*** Opening of Supplied material ***

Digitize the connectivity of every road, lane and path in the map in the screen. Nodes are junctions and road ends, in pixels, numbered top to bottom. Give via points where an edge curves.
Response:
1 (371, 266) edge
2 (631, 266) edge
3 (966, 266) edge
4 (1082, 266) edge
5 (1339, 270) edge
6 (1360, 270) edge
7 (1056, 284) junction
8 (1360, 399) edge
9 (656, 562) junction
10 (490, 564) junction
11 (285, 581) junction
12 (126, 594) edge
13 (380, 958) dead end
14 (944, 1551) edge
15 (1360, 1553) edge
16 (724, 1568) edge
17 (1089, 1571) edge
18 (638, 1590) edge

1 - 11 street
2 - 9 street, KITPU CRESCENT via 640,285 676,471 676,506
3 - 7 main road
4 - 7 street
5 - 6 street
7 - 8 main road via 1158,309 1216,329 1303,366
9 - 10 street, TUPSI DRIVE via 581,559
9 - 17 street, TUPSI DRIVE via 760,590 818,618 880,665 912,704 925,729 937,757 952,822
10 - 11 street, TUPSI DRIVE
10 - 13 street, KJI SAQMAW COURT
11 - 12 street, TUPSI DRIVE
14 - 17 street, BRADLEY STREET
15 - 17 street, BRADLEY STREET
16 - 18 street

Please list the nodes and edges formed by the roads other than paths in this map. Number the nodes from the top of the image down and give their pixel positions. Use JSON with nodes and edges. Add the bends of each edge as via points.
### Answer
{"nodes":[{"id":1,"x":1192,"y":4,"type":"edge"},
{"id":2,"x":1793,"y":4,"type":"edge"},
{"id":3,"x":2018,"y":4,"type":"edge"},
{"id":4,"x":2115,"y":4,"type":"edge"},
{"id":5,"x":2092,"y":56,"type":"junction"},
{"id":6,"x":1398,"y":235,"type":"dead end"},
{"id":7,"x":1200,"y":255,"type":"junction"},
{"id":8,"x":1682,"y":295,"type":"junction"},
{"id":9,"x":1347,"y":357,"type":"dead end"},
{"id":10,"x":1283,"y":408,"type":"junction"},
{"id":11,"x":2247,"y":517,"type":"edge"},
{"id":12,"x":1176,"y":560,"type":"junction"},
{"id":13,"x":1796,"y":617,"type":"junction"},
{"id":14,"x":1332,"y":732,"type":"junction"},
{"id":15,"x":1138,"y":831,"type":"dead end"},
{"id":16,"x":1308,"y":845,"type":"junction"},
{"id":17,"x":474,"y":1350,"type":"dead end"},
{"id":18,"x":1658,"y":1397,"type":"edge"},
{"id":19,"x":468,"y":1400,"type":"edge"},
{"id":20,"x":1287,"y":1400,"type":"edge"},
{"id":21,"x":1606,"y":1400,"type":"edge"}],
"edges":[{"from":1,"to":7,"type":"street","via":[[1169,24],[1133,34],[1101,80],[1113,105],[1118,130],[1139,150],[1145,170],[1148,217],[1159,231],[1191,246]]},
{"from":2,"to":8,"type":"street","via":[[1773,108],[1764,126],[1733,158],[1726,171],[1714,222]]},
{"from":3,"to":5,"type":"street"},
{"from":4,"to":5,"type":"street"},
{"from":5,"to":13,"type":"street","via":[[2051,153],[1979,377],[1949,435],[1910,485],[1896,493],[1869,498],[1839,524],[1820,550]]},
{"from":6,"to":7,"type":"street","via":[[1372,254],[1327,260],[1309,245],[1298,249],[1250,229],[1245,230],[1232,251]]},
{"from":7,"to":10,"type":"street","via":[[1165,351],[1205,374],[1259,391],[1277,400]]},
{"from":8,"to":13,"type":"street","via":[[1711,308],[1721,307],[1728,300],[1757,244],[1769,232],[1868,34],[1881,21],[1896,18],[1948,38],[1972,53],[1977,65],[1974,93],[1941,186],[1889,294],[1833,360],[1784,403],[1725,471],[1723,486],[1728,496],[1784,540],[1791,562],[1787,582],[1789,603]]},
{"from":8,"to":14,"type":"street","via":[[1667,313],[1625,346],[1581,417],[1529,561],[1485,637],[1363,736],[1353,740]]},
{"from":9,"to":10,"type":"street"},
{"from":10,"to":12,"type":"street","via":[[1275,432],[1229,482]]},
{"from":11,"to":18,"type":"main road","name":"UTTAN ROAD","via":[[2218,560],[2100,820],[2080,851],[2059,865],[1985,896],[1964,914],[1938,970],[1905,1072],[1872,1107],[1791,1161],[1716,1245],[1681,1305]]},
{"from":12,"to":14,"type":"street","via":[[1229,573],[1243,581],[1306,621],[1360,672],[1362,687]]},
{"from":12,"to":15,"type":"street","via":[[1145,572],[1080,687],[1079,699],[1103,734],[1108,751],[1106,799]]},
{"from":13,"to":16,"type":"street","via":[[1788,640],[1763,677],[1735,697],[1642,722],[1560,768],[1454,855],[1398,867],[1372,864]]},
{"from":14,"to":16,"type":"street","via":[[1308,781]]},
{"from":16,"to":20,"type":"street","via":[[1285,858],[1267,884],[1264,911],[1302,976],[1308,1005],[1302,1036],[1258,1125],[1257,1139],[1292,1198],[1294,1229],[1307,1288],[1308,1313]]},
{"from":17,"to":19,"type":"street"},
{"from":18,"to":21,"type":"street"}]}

*** Close of Supplied material ***

Taking every line of the records above into account, tally those that contain "dead" and give only the total.

Exercise output ▸ 5